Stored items
——

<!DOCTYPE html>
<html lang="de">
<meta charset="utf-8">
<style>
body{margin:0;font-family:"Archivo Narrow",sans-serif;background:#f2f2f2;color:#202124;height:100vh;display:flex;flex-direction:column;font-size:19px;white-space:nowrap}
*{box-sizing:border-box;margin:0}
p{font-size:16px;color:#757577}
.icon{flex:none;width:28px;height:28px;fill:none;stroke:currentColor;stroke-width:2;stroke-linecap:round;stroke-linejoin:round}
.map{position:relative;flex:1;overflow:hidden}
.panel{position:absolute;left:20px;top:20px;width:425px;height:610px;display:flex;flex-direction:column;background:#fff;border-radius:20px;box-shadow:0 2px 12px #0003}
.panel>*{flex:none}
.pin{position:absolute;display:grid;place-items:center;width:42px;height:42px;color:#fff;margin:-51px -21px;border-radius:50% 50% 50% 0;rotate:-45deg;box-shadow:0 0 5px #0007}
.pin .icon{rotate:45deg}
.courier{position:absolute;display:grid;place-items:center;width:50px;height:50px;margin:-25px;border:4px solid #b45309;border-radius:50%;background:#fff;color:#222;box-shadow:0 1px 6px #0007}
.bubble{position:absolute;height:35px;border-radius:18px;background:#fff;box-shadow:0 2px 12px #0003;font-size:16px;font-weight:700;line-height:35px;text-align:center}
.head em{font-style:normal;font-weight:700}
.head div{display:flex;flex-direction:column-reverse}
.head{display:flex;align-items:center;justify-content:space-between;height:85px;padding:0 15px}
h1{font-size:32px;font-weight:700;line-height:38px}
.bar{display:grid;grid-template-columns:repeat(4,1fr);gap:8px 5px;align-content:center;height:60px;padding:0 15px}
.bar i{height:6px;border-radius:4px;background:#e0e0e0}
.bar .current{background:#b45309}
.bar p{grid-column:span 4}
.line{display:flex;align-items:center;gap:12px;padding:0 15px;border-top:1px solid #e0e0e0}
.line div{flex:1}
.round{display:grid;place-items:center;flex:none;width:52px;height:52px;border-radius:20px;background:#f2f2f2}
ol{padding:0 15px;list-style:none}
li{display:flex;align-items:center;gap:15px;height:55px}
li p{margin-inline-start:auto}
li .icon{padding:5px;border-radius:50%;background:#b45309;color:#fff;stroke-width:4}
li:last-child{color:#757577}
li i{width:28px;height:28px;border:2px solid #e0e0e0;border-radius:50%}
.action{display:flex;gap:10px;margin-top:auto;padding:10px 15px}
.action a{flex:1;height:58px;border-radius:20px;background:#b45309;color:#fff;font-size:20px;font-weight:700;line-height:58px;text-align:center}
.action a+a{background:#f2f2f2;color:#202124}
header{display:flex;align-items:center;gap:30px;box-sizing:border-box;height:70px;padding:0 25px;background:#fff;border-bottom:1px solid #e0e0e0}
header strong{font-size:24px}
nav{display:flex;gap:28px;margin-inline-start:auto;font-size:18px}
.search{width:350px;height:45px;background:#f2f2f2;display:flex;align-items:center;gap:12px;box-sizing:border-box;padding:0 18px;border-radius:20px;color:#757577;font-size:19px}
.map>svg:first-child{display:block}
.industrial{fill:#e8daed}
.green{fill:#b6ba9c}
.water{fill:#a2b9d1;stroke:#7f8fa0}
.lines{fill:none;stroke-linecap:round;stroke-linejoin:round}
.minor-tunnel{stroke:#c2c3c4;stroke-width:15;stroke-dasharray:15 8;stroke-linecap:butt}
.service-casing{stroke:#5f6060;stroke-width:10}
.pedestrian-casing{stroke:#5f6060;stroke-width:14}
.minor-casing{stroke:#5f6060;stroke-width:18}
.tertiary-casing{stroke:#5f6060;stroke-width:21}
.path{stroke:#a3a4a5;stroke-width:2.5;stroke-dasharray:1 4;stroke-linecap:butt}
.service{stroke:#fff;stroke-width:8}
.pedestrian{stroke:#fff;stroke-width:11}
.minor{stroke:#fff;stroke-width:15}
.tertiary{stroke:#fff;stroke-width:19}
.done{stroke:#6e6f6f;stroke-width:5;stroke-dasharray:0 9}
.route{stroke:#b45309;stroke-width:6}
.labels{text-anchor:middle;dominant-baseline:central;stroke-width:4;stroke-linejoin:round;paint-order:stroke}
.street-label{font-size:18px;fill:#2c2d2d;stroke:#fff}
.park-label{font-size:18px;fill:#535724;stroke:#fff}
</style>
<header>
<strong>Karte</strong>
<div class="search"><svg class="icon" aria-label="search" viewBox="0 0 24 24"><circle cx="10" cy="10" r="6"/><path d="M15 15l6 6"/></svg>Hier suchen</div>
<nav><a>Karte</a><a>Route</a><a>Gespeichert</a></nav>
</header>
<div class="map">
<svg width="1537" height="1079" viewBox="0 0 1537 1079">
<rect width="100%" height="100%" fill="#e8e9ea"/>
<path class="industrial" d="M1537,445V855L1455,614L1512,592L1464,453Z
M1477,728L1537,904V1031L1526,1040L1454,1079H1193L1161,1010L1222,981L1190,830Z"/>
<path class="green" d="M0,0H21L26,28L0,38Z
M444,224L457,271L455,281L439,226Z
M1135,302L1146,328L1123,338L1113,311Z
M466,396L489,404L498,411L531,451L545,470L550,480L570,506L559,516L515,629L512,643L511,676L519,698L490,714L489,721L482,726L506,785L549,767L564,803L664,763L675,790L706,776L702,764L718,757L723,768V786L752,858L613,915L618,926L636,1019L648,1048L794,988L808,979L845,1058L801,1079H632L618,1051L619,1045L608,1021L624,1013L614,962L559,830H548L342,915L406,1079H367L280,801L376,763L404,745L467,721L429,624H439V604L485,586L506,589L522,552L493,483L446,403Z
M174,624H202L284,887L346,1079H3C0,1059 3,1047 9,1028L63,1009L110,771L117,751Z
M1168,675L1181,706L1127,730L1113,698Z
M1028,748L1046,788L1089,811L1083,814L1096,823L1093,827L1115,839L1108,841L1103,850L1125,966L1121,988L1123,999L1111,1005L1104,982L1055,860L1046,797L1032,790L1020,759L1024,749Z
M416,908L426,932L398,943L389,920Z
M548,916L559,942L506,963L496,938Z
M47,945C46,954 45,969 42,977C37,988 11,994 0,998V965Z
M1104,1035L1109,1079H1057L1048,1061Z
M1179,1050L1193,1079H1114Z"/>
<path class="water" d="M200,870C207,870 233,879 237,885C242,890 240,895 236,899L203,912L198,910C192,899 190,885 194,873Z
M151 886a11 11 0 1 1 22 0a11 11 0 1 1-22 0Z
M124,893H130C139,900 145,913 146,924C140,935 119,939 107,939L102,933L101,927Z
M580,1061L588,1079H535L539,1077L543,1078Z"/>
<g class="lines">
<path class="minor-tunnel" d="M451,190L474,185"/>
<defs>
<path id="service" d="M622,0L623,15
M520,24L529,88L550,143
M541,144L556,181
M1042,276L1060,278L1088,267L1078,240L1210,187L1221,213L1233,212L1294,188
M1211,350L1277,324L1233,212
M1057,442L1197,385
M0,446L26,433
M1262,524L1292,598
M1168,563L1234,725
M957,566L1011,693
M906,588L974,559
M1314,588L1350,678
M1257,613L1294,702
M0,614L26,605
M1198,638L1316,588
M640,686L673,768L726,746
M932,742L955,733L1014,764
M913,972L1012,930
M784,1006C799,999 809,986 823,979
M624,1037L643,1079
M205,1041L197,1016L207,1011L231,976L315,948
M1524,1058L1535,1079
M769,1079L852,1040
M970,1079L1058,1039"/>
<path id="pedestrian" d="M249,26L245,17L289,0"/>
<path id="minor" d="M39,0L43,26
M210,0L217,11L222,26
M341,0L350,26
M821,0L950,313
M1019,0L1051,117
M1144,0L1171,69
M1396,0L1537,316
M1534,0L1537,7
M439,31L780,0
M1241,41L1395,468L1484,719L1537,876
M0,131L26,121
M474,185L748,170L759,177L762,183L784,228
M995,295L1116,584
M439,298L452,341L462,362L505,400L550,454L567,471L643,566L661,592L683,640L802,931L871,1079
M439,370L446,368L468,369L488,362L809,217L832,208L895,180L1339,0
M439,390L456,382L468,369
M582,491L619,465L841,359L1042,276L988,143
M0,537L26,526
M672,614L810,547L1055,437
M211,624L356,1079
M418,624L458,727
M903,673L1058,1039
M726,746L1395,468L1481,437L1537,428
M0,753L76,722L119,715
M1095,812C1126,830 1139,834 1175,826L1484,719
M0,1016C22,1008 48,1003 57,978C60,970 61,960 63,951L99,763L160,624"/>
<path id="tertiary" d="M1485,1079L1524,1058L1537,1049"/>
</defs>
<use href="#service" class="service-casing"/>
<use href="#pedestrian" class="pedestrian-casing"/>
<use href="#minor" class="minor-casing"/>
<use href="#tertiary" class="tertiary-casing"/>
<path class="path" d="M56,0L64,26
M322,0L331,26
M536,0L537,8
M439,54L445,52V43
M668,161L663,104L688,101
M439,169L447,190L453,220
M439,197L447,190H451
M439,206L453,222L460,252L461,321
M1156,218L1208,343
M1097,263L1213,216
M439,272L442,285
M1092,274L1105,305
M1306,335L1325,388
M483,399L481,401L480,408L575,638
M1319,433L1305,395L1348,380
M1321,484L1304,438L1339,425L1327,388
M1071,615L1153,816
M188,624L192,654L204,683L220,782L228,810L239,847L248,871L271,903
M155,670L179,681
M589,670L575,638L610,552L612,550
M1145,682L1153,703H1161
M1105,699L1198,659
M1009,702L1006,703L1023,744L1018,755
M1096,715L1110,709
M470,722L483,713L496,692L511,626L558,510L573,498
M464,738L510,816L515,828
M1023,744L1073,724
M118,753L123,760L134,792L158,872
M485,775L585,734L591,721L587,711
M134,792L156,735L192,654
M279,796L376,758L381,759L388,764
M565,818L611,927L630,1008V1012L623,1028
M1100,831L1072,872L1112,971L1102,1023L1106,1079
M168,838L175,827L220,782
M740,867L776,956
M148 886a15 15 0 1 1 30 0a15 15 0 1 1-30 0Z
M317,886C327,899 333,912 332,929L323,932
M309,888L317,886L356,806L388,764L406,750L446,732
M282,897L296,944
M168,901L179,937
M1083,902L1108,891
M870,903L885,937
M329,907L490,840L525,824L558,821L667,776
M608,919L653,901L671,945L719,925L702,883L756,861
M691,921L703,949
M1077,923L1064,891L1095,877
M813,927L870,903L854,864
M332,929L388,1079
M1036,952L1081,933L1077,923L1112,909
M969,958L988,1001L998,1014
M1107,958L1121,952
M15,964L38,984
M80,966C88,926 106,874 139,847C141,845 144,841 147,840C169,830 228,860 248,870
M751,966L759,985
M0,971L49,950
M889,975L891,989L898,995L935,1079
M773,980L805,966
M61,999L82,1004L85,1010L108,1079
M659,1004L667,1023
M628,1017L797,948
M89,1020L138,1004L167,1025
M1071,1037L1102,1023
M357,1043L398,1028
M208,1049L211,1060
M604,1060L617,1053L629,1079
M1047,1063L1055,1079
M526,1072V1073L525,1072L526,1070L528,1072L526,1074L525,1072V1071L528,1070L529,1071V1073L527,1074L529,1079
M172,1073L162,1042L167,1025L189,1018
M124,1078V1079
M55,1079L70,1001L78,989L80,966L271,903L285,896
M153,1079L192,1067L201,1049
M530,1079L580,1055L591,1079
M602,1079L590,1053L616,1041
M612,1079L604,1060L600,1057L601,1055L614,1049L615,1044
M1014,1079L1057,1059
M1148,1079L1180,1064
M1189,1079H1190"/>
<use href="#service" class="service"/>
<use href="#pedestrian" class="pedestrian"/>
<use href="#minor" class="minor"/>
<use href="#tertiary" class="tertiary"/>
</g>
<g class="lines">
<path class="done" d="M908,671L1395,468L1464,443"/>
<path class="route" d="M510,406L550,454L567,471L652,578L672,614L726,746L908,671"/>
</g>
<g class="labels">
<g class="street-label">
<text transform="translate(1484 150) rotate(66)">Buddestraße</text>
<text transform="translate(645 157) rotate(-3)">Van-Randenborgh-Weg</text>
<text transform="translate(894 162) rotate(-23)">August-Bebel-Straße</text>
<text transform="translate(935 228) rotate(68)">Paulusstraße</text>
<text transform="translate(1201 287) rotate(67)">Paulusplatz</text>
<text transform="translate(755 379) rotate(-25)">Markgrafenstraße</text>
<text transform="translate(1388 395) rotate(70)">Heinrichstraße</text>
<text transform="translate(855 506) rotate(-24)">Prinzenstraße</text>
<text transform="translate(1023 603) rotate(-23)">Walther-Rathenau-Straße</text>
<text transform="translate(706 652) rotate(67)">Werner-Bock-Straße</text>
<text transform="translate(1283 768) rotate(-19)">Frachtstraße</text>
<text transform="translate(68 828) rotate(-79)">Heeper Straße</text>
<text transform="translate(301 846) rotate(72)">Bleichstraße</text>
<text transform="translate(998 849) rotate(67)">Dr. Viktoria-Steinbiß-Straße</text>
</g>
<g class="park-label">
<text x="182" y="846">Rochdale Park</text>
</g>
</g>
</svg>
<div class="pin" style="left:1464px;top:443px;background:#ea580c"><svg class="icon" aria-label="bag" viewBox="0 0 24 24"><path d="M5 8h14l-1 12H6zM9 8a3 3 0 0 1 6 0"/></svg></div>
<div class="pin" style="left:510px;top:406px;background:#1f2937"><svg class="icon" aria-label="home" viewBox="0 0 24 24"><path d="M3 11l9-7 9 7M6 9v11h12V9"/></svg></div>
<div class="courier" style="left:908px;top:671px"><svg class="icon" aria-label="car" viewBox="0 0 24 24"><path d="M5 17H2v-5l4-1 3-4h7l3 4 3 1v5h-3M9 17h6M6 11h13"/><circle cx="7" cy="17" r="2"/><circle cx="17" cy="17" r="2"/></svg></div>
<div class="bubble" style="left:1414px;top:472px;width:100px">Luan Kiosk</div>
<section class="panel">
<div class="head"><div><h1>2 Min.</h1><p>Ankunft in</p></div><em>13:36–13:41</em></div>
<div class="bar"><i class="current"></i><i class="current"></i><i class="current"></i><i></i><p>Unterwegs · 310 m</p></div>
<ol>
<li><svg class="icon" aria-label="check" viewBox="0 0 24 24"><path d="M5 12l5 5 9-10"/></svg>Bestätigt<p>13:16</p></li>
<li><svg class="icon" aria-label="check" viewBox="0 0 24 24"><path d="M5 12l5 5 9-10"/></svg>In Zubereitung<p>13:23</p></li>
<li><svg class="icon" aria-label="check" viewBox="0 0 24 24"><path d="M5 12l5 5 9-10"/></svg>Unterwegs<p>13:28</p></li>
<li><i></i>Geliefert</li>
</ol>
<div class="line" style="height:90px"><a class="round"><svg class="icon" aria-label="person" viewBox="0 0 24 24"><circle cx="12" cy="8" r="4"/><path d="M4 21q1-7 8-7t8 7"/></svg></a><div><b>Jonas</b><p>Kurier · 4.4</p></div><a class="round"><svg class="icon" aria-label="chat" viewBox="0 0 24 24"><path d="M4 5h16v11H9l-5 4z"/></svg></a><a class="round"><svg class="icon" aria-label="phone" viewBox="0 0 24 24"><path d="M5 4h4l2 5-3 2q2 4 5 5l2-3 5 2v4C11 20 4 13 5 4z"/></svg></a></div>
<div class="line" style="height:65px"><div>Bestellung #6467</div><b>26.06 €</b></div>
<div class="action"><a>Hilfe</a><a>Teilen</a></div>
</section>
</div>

——

- [Exercise]: Determine which lines above include the word "butt", and report those lines in full.

- [Finished exercise]:
.minor-tunnel{stroke:#c2c3c4;stroke-width:15;stroke-dasharray:15 8;stroke-linecap:butt}
.path{stroke:#a3a4a5;stroke-width:2.5;stroke-dasharray:1 4;stroke-linecap:butt}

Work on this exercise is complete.